Once dry turn over and spray the front face with the photo resist. Follow the intructions on the can which will tell you that this must be done in subdued light and then left to dry in the dark for 24 hours or 15 mins at 80 deg C. Once dry place the printed mask over the brass and then place a piece of thin glass on top of the mask. If you don't have a good piece of thin glass borrow a piece from a photo frame. The brass is then exposed to ultraviolet light for a specific time.
If you have an ultraviolet box for this purpose then all well and good but if like the majority of us you don't do not despair. Two good other sources of ultraviolet light are easily accessible.
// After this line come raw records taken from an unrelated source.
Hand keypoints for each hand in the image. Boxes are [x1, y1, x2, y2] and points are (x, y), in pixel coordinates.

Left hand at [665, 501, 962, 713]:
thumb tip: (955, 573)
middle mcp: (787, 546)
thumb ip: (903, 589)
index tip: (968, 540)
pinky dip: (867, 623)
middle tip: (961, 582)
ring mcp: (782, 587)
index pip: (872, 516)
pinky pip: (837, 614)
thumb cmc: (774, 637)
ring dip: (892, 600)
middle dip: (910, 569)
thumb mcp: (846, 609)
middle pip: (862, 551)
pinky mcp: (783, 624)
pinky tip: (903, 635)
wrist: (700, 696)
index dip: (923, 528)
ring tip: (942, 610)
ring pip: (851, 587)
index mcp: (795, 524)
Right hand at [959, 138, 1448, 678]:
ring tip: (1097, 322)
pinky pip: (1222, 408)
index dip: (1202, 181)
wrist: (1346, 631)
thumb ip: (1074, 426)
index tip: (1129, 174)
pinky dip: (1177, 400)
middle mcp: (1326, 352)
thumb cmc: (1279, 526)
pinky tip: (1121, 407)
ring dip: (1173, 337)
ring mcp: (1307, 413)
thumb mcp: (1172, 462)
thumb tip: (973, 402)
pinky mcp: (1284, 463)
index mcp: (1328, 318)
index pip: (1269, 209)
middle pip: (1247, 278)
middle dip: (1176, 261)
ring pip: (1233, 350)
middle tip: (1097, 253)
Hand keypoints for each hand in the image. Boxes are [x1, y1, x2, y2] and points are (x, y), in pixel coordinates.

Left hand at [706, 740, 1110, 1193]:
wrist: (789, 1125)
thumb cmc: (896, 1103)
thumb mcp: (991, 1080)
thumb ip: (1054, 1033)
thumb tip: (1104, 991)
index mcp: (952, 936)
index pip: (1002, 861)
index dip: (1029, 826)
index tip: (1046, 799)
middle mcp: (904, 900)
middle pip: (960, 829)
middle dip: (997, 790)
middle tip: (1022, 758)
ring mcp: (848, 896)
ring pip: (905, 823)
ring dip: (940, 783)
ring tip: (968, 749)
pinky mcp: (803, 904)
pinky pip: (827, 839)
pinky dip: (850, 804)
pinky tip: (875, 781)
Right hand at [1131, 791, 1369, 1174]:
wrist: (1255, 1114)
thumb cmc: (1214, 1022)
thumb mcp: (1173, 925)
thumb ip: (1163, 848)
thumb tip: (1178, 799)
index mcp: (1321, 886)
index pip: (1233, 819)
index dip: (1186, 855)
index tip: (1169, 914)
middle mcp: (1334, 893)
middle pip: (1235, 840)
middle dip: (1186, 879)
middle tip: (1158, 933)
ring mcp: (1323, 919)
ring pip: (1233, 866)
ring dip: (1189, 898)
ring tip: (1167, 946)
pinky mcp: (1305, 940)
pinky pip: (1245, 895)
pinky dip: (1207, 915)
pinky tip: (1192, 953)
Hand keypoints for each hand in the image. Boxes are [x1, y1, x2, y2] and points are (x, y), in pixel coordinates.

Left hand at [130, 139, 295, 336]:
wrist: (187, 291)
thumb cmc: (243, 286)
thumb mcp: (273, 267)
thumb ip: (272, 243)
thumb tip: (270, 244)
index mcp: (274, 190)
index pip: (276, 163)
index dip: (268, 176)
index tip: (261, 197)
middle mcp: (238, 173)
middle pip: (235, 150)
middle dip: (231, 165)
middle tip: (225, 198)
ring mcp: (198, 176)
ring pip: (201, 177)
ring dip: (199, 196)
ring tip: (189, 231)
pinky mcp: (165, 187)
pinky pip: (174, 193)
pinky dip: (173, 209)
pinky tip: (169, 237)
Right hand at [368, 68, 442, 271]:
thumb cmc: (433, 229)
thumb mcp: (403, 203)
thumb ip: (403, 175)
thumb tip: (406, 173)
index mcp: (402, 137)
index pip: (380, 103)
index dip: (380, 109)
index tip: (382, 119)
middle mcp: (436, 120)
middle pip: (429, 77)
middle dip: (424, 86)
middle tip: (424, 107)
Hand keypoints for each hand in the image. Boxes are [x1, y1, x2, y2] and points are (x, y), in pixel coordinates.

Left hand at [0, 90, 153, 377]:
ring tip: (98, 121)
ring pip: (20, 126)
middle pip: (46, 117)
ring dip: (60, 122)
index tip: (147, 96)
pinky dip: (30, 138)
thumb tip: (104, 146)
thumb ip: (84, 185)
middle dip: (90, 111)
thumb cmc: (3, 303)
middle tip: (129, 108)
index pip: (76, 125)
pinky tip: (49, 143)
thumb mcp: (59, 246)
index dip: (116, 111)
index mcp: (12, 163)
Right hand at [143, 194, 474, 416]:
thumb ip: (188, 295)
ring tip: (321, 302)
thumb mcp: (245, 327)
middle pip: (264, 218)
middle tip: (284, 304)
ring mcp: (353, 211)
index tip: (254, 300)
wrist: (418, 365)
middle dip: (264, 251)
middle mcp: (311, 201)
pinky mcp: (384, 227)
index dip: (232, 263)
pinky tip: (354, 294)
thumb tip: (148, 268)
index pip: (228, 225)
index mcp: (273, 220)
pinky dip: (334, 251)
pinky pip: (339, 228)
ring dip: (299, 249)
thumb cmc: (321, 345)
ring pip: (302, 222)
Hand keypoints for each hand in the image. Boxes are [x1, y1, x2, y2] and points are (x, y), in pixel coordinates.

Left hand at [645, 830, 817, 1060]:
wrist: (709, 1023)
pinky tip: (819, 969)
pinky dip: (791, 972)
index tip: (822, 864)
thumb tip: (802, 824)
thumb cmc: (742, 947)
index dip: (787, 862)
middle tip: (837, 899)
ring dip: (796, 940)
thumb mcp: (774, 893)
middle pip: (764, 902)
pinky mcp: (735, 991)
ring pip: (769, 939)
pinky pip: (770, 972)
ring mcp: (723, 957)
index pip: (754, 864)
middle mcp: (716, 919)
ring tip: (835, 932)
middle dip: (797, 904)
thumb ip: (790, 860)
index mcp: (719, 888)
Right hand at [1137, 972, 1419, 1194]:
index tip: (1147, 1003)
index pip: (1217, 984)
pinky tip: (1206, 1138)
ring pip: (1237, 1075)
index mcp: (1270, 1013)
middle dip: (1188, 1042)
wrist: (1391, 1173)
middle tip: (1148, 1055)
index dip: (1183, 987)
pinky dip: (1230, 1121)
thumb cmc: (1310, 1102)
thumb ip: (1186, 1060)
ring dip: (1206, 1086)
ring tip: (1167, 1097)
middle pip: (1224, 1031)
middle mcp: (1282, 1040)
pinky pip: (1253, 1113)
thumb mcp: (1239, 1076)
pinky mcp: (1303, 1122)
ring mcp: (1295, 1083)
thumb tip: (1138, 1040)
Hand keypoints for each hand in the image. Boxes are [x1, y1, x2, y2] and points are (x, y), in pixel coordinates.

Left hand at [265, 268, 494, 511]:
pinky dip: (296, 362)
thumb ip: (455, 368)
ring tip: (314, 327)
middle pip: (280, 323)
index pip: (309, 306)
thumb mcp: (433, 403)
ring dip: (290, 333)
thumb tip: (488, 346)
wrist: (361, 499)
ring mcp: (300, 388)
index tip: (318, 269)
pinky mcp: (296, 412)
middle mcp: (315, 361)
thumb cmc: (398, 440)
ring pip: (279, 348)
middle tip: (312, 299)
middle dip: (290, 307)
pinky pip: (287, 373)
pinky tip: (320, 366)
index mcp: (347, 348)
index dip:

Sun light is great but not always available and varies in strength - I used this exposing the resist to about 10 minutes of strong sun.
Fluorescent tube.Worked reasonably well with my kitchen under unit light with about 50 min. exposure.
Over exposure will result in masked areas being developed away while under exposure will resut in the resist not dissolving in the developer. Once exposed remove the glass and film (out of sunlight) and place in the developer. Sluice the liquid backwards and forwards over the brass. Pretty quickly you should see your design. Finish and wash with water when the exposed areas are completely free of the resist. If your image is not that good you have two options.
Before placing the brass in the etch check to make sure that the areas you don't want etching are covered. If you do find some touch up with an etch resist pen or a good permanent marker. Place the brass in the acid face up so you can see how the etch is working. Keep rocking the container so that the acid is continually washing over the brass. Keep doing this until you have the required depth.

One of the finished plates using 'Century School Book' font
Once removed from the etch wash with plenty of water to remove the acid and dry. Then remove the resist with a bit of methalated spirits and a cloth. At this stage I spray painted mine with the finished colour (no primer). Drying in the oven meant I could build up the coats very quickly. After about four coats allow the paint to fully dry. Then place the plate face down on a flat piece of medium grade wet and dry and rub until the paint has been removed from the raised sections. Change to a very fine wet and dry and then finally polish with a brass polish.
If you don't like shining brass wipe over with meths to remove the wax from the polish and seal with a clear lacquer or varnish.